Directions for this task> Unless it is a picture, every line from the start of the entries through the line with "flex:none; width:44px; height:44px;" must be retyped exactly.

Data excerpts>
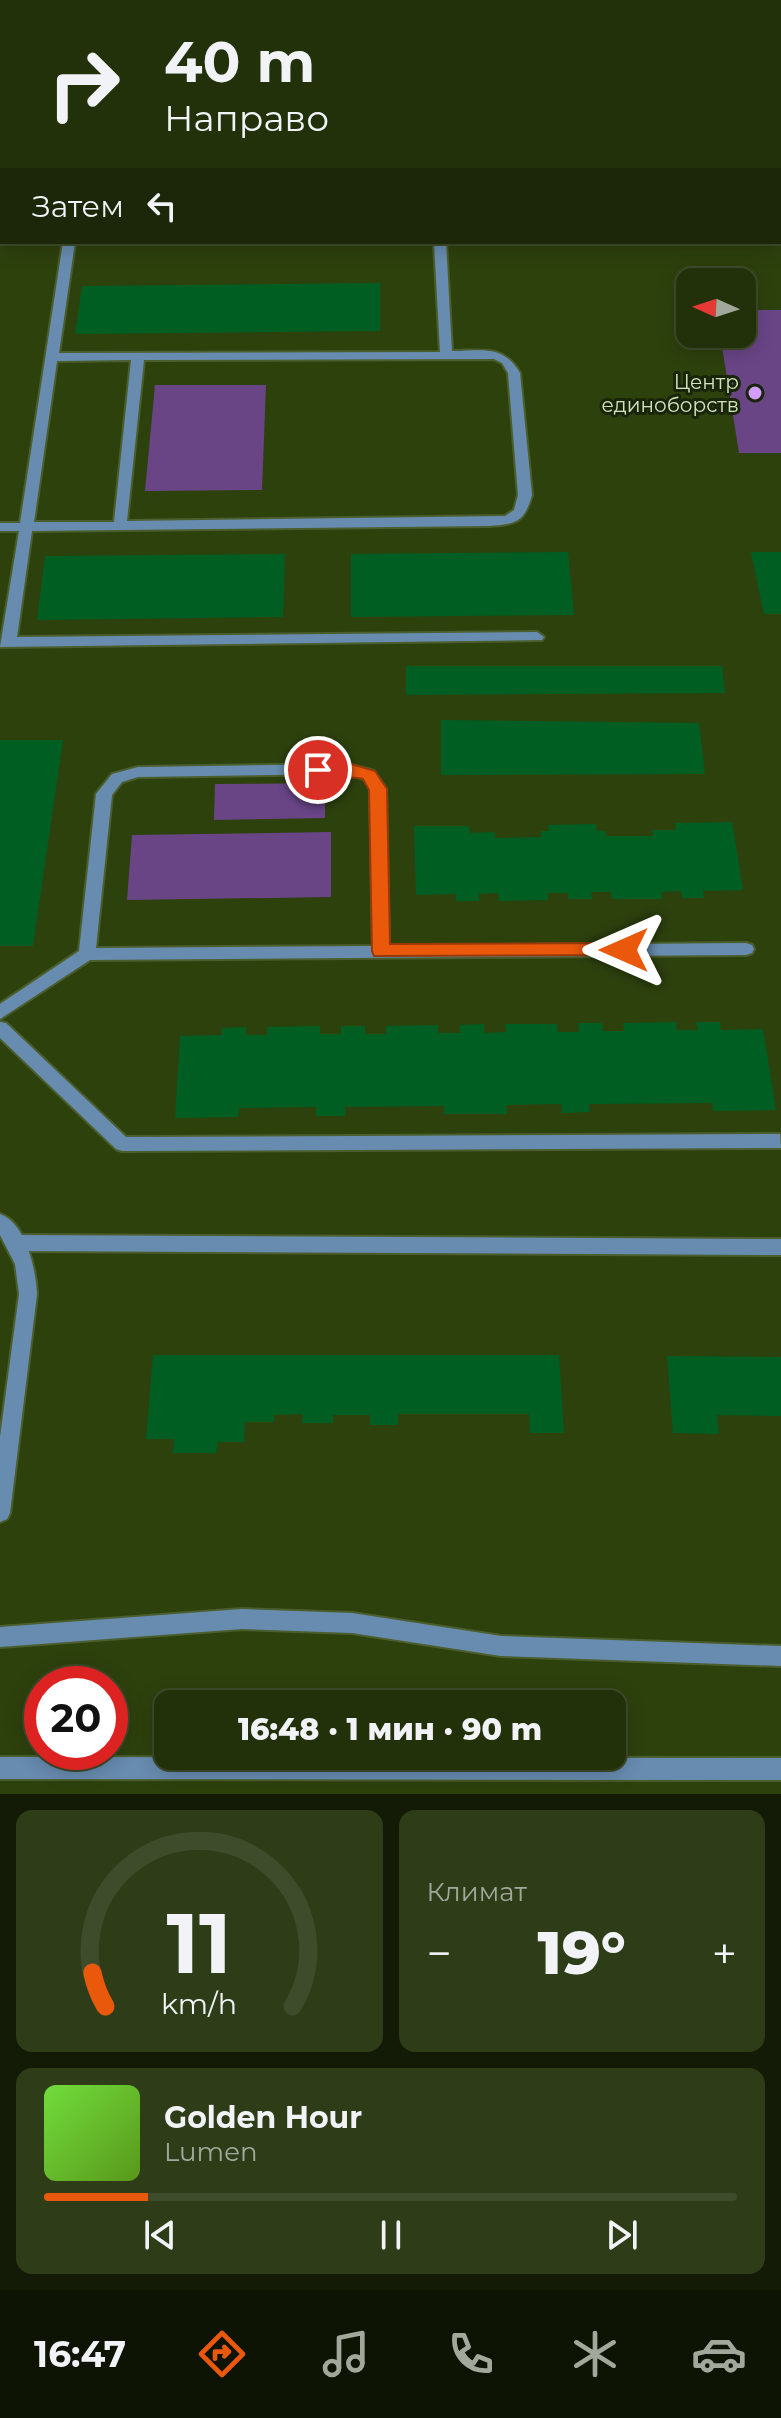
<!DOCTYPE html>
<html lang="ru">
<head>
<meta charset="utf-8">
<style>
	:root { --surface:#22310a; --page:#2e3d18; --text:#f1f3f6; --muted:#a2a99c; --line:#3f4c2b; --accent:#ea580c }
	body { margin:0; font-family:Montserrat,sans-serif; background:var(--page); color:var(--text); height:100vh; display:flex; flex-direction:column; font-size:30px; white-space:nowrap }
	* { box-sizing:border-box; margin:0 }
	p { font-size:26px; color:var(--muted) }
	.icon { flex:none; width:44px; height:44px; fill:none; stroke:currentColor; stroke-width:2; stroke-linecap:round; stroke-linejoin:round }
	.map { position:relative; height:1794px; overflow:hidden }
	.details { display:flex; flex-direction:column; gap:16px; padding:16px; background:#131b06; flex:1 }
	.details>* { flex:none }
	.banner { position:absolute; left:0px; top:0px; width:782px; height:244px; box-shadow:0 4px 20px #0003,0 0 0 2px var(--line); background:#22310a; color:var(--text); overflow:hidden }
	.needle { width:52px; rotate:273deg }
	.controls { position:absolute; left:676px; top:268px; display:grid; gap:16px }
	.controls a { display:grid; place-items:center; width:80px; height:80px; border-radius:16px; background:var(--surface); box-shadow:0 4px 20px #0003,0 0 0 2px var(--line); font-size:40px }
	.speed { position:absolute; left:24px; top:1666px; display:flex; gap:16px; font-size:40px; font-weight:700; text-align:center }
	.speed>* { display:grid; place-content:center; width:104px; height:104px; border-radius:50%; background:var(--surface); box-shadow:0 4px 20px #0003,0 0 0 2px var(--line); line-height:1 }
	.speed .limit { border:12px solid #d22; background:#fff; color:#111 }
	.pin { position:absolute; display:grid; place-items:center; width:68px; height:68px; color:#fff; margin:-34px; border:4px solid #fff; border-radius:50%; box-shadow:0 2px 8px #0007 }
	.me { position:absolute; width:88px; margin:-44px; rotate:270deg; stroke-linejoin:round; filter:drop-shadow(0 0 6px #0008) }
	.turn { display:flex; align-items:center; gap:28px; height:168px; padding:0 32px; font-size:36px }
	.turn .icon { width:104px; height:104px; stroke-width:2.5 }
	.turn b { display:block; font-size:56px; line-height:68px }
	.then { display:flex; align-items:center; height:76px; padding:0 32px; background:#0003; gap:16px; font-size:30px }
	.big { font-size:60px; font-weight:800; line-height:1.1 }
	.details .tile { flex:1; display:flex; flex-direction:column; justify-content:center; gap:12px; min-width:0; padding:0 28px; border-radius:16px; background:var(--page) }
	.details .dial { align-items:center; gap:0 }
	.dial svg { height:208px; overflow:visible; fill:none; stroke:var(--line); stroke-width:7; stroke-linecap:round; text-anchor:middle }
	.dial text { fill:var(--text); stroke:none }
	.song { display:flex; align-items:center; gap:24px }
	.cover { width:96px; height:96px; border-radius:12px; background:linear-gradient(135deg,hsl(100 70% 55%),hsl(90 70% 35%)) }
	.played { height:8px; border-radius:4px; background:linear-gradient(90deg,var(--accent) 15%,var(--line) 15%) }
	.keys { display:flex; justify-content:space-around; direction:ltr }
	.heat { display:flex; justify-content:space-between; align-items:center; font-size:44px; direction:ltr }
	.details .tiles { flex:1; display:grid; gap:16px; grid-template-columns:1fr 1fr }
	.tile:last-child { grid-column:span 2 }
	.trip { position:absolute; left:154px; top:1690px; width:472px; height:80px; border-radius:16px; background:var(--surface); box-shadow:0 4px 20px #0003,0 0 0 2px var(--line); font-weight:800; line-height:80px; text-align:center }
	.tab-bar { display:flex; height:128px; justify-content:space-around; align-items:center; background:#0e1404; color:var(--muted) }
	.tab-bar .icon { width:56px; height:56px }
	.tab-bar .on { color:var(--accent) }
	.tab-bar b { font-size:36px; color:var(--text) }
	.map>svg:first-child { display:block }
</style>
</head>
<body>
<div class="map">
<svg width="781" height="1794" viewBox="0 0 781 1794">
	<rect width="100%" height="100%" fill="#2d410d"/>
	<!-- green -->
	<g fill="#694586">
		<polygon points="742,310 781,310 781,453 739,453 720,334 742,334"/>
		<polygon points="155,385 266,385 262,490 145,491"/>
		<polygon points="325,783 325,818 214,820 215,784"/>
		<polygon points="331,832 331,897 127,900 132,835"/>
	</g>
	<!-- building -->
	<g fill="#005e23">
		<polygon points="380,283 380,331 75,334 82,286"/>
		<polygon points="568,552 574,615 351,617 351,554"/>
		<polygon points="751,552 781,552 781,614 764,614"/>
		<polygon points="285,554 283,617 37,620 45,556"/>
		<polygon points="406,666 722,666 725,693 406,695"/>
		<polygon points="441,720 699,723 705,774 441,775"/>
		<polygon points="0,740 63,740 33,946 0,946"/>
		<polygon points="732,822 743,890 703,891 704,898 682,898 681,891 661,892 662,899 612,899 611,892 591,892 592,899 568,899 568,893 548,893 548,900 499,901 498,893 479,894 479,901 456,901 456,894 416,895 414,826 469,826 470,833 495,832 495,838 541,837 541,831 549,831 548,825 596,824 597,831 606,831 606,836 653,836 652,830 676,830 675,823"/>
		<polygon points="676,1022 677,1030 698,1030 696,1022 720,1022 721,1030 763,1029 776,1110 713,1111 712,1103 589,1104 590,1112 562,1113 561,1104 506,1105 507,1114 444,1114 444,1106 345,1107 345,1116 316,1116 316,1107 239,1108 238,1117 175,1118 180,1036 222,1035 222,1028 246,1027 246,1035 267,1035 267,1027 320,1026 320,1034 341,1034 341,1026 365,1026 365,1034 386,1034 386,1026 438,1025 438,1033 460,1033 460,1025 484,1024 484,1033 506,1032 505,1024 557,1024 558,1032 579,1032 578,1023 602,1023 603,1031 624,1031 623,1023"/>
		<polygon points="153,1355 559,1355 564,1433 530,1433 529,1414 398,1414 398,1425 370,1425 370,1415 333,1415 333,1423 302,1423 303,1414 274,1415 274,1422 245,1422 244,1442 218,1442 216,1453 173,1453 174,1439 146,1439"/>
		<polygon points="667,1356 781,1357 781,1416 717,1415 719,1434 673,1433"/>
	</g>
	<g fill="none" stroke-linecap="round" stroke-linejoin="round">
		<!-- service casing -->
		<g stroke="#4b5e2d" stroke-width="4">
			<g id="service">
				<path d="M63 242H75L59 353 440 352 434 242H446L452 351C482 351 503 344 520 373L532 495C524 523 516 524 488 526L32 531 17 637 537 632 544 637 542 640 0 647 19 531H0V523H20ZM494 359 502 363 508 373 518 495 514 510 505 516 127 521 144 360ZM131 360 114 522H34L57 361Z"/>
				<path d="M348 764 374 771 386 789 389 946 746 943 752 945 754 949 752 953 746 955 90 960 0 1019V1004L79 951 96 794 112 774 138 767ZM348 774 364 779 370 789 373 946 96 948 112 795 122 782 138 777Z"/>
				<polygon points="0,1022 6,1023 126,1137 780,1134 781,1148 122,1151 116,1149 0,1038"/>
				<polygon points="18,1235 781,1239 781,1255 18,1251 12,1248 9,1243 12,1238"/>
				<polygon points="242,1609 352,1613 501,1636 781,1646 781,1666 501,1656 352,1633 242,1629 0,1647 0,1627"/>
			</g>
		</g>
		<!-- minor casing -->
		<g stroke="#4b5e2d" stroke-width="4">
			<g id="minor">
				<rect x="780" y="227" width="1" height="6"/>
				<rect x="0" y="230" width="2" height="8"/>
				<path d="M0 1214C26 1223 36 1270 37 1294L10 1513 7 1519 0 1522V1437L19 1294 15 1264 0 1235Z"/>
			</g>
		</g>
		<!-- tertiary casing -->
		<g stroke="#4b5e2d" stroke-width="4">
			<polygon id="tertiary" points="0,1757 781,1758 781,1780 0,1779"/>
		</g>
		<!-- service -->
		<use href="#service" fill="#688cb0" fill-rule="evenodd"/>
		<!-- minor -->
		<use href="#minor" fill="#688cb0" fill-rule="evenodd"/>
		<!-- tertiary -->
		<use href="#tertiary" fill="#688cb0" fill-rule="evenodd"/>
	</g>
	<!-- route -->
	<path fill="#ea580c" stroke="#983908" stroke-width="2" d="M348 763 375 771 387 789 390 944 624 943 631 945 634 950 631 955 374 956 372 951 369 790 363 779C347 775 320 781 310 770L318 764Z"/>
	<!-- markers -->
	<circle fill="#d29dfd" stroke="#192509" stroke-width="3" cx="755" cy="393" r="8"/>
	<g text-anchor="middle" stroke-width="6" stroke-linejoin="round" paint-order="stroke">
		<!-- far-poi labels -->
		<g font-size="20" fill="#d1e2bf" stroke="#192509" text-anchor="end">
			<text x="739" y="389">Центр<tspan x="739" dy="23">единоборств</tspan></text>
		</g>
	</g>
</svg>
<div class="controls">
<a><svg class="needle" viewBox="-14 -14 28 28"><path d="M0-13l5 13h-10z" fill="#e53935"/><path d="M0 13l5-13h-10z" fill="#a2a99c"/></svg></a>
</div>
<div class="speed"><div class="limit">20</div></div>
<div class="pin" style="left:318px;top:770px;background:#d93025"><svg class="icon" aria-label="arrive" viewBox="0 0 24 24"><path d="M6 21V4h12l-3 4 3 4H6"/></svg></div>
<svg class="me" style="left:624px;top:950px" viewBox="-20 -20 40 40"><path d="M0-17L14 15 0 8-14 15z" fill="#ea580c" stroke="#fff" stroke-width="4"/></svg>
<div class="trip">16:48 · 1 мин · 90 m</div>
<div class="banner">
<div class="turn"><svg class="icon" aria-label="right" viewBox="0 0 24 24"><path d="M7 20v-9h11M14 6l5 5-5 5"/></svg><div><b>40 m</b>Направо</div></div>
<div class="then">Затем<svg class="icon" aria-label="left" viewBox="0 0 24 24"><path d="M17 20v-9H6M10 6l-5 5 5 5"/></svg></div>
</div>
</div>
<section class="details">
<div class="tiles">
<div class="tile dial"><svg viewBox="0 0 100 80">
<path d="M14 69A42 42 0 1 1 86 69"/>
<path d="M14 69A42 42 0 0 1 9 56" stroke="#ea580c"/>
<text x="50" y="56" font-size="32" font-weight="700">11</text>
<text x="50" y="72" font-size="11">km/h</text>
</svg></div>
<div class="tile"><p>Климат</p>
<div class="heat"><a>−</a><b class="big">19°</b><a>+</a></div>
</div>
<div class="tile">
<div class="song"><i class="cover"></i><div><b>Golden Hour</b><p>Lumen</p></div></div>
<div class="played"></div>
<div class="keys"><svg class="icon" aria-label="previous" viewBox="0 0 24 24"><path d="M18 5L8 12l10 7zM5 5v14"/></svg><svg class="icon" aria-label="pause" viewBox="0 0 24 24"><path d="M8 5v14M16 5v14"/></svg><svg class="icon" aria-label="next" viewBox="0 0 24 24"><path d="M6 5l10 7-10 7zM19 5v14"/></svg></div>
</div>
</div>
</section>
<nav class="tab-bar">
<b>16:47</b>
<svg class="icon on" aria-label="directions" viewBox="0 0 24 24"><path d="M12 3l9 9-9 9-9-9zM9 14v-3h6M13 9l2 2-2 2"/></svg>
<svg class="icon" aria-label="music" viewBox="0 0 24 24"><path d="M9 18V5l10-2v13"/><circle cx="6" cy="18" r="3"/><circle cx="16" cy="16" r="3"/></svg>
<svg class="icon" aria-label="phone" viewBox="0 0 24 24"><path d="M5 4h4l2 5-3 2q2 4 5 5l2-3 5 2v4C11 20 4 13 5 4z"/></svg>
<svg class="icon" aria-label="climate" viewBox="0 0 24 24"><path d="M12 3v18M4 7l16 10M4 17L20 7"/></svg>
<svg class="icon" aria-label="car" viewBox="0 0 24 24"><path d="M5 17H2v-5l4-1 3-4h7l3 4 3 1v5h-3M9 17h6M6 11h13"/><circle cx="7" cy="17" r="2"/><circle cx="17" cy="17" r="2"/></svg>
</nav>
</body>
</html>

Answer space>
<!DOCTYPE html>
<html lang="ru">
<head>
<meta charset="utf-8">
<style>
	:root { --surface:#22310a; --page:#2e3d18; --text:#f1f3f6; --muted:#a2a99c; --line:#3f4c2b; --accent:#ea580c }
	body { margin:0; font-family:Montserrat,sans-serif; background:var(--page); color:var(--text); height:100vh; display:flex; flex-direction:column; font-size:30px; white-space:nowrap }
	* { box-sizing:border-box; margin:0 }
	p { font-size:26px; color:var(--muted) }
	.icon { flex:none; width:44px; height:44px; fill:none; stroke:currentColor; stroke-width:2; stroke-linecap:round; stroke-linejoin:round }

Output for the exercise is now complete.